3. Sins Against African Americans and People of Color

The legacy of sin against African Americans and people of color in this country is long and dark. They trace this painful legacy from the slave ships of Africa to the contemporary mass incarceration of people of color, showing how racism has deeply affected our society.

This chapter reveals how America’s racially oppressive systems are “expressions of human sinfulness, expressions that are an affront to the holiness of God.” (97) Often we miss how racism impacts the realm of the spiritual and theological. Yet, they believe “the church is guilty of both the sin of omission and the sin of commission.” (105)

4. Sins Against Women

The authors believe “again and again for over four centuries, the church in the United States has used rhetoric and politics to work against the rights and dignity of women.” (109) And yet, “Our understanding of Scripture should form the foundation of our engagement on the topic of gender.” (121) They go on to suggest, “Understanding [the doctrine of the Imago Dei] would place the emphasis on God’s pronouncement over human identity rather than relying upon derivative understandings of humanity to determine gender relationships.” (121)

They offer Lamentations 1 “as a reflection of the voice for women who have suffered because of the sins of the church.” (130)

5. Sins Against the LGBTQ Community

“Over the last few decades, the Lesbian, Gay, Bisexual, Trans-gender, and Queer community (LGBTQ) has been front and center in the so-called culture wars that have marked faith and politics in the United States.” (135) Given this history of “hate and vitriol,” (136) the authors believe “it is important that we wrestle with some key ways that the church must repent for attitudes and behaviors that have both wounded and demonized the LGBTQ community.” (136)
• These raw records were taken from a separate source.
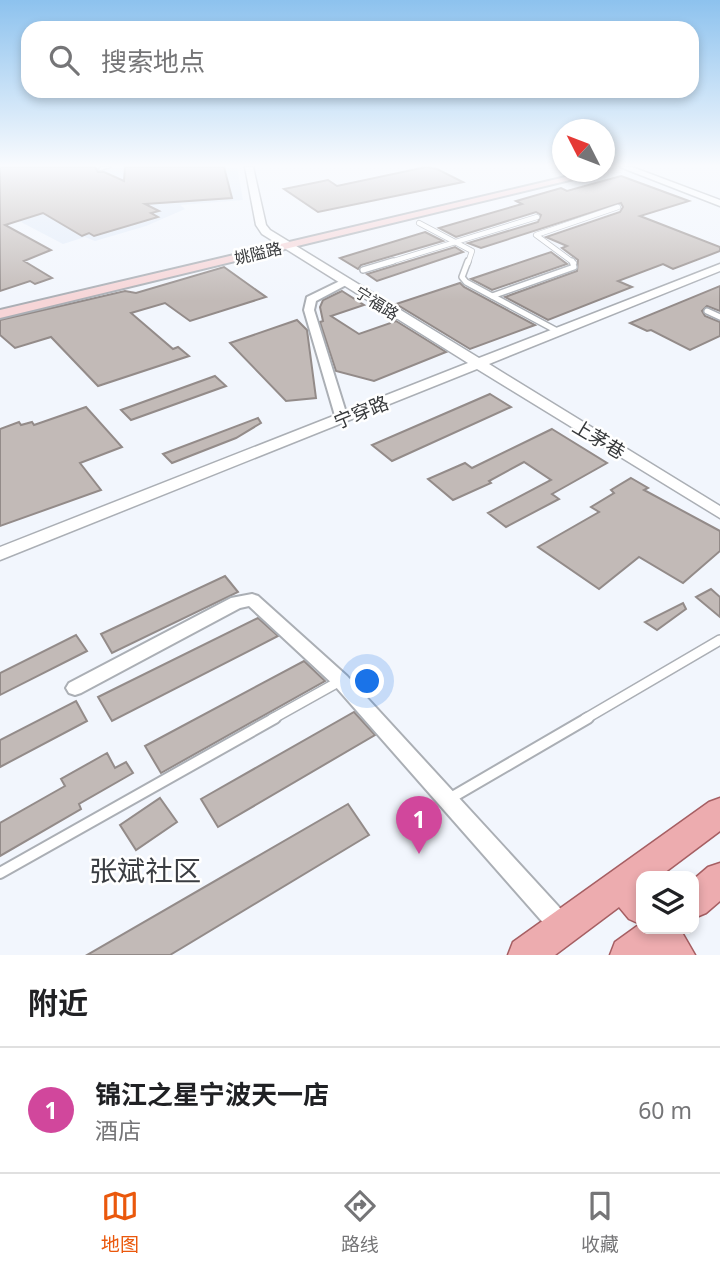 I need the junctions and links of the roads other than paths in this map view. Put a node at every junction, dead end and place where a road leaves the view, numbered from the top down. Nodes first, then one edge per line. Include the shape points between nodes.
1 (258, 212) edge
2 (408, 212) edge
3 (421, 212) edge
4 (604, 212) edge
5 (537, 217) dead end
6 (419, 223) dead end
7 (456, 242) junction
8 (281, 243) junction
9 (720, 267) edge
10 (363, 270) dead end
11 (344, 282) junction
12 (492, 296) junction
13 (0, 305) edge
14 (707, 311) dead end
15 (0, 314) edge
16 (720, 317) edge
17 (560, 332) junction
18 (478, 365) junction
19 (342, 419) junction
20 (720, 513) edge
21 (0, 554) edge
22 (720, 639) edge
23 (341, 681) junction
24 (75, 688) dead end
25 (448, 799) junction
26 (720, 812) edge
27 (684, 871) edge
28 (0, 873) edge
29 (720, 879) edge
30 (699, 897) edge
31 (636, 923) edge
32 (563, 928) junction
33 (644, 934) edge
34 (526, 955) edge
35 (628, 955) edge

1 - 8 street via 266,232
2 - 8 main road, 姚隘路
3 - 8 main road, 姚隘路
4 - 12 lane via 536,235 574,267
5 - 7 lane
6 - 7 lane
7 - 10 lane
7 - 12 lane via 472,251 463,280
8 - 11 street, 宁福路
8 - 13 main road, 姚隘路
8 - 15 main road, 姚隘路
9 - 17 street, 宁穿路
11 - 18 street, 宁福路
11 - 19 street via 309,303
12 - 17 lane
14 - 16 lane
17 - 18 street, 宁穿路
18 - 19 street, 宁穿路
18 - 20 street, 上茅巷
19 - 21 street, 宁穿路
22 - 25 lane
23 - 24 street via 252,600 237,602
23 - 25 street
23 - 28 lane
25 - 32 street
26 - 27 main road
29 - 30 main road
31 - 32 main road
32 - 34 main road
33 - 35 main road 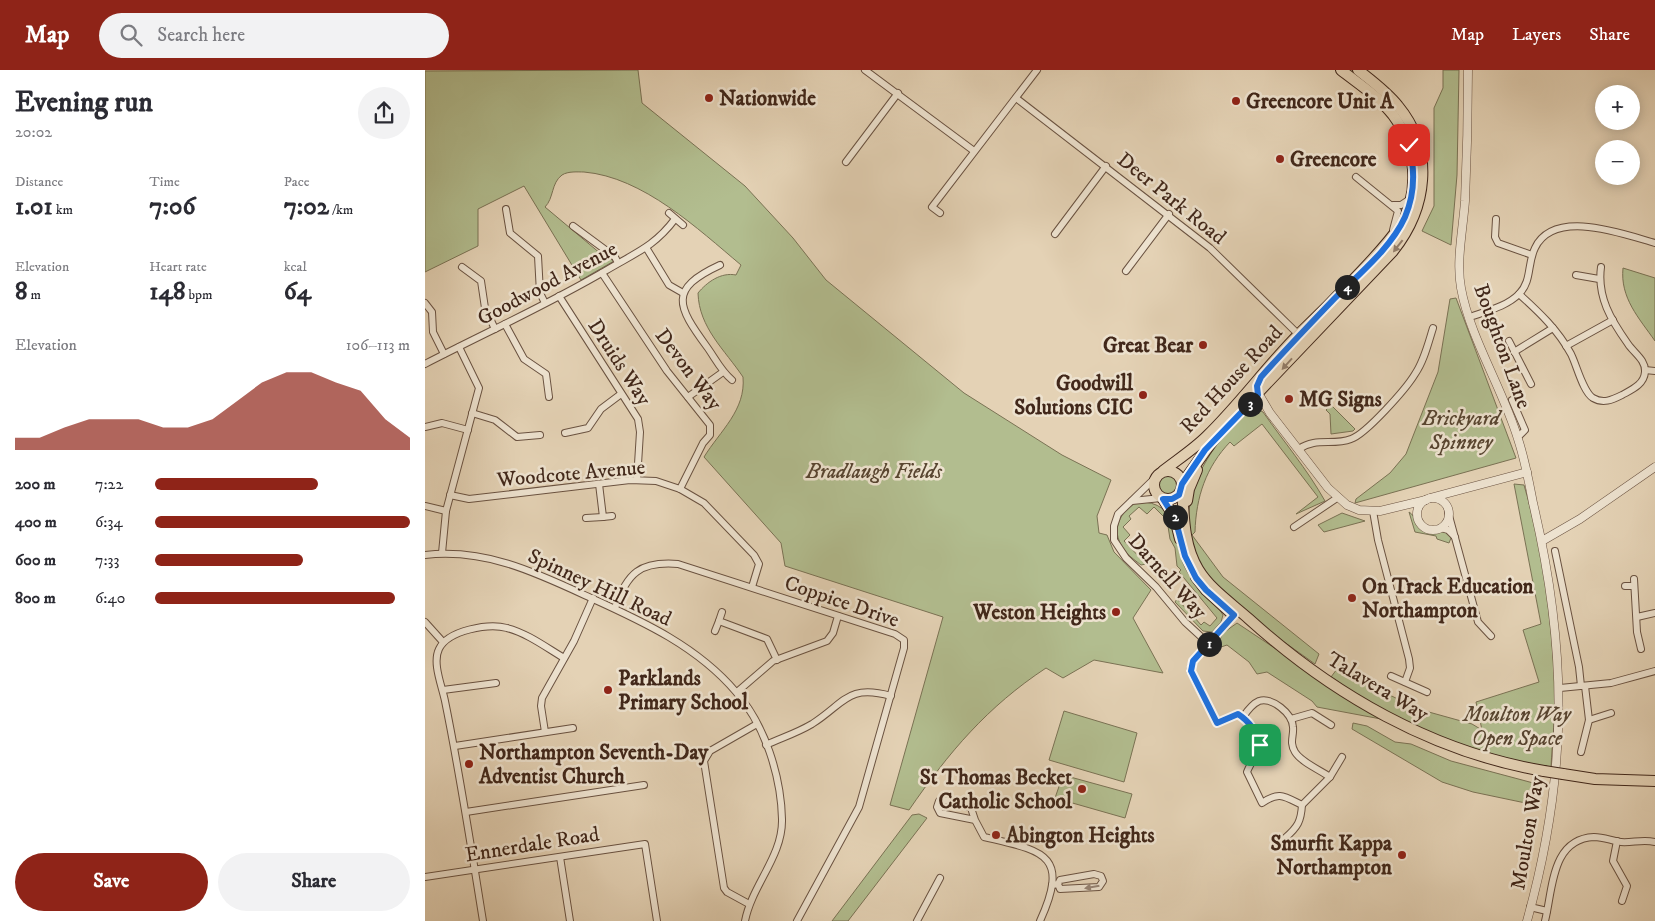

6. Sins Against Immigrants

Throughout America’s history there have been seasons of anti-immigrant fervor, reflected in the church, as well. Theologically, the authors contend it was “a warped Christian imagination that projected whiteness as normative, gave the power to white Christianity to project a defining negative image of the other. Christians attempted to seize the power to name another and assume power over the other. The resulting dysfunction yielded a Protestant agenda that often fostered an anti-immigrant agenda.” (170)

To help the church confess, they offer Psalm 60 “as a lament prayed from the perspective of immigrants who have experienced great pain and suffering.” (181)

7. Sins Against Jews and Muslims

The authors make the case that historically, the church’s sins against Jews and Muslims arises partly from the European doctrine of Manifest Destiny, which was invoked in carving out the territory of the United States. The authors trace modern Anti-Semitism in the American Christian scene to “views and interpretations of early nineteenth-century Protestant missionaries,” and “many conservative and fundamentalist Christians.” (187) They also suggest anti-Islamic practices are rooted in certain “conservative interpretations of the Scriptures and the belief that Muslims are evil and want to take over the world for the sake of a cause counter to Christianity.” (191)

Forgive Us calls Christians to “repent of our failure to recognize the image of God in our Jewish and Muslim neighbors” and “repent of the ways we have hindered Jewish and Muslim citizens from exercising equal dominion within the fabric of American society.” (201)

 

In the end, the authors pose this invitation to two groups of people:

If you are a Christian, join us on a journey through truth and lies, godly grief, confession, and repentance…

If you are not a Christian, hear our prayer: ‘Forgive us.’ (33)

I would add another: If you are a Christian leader, buy this book, read it, and then use it to lead your church through a season of grappling with confession and repentance.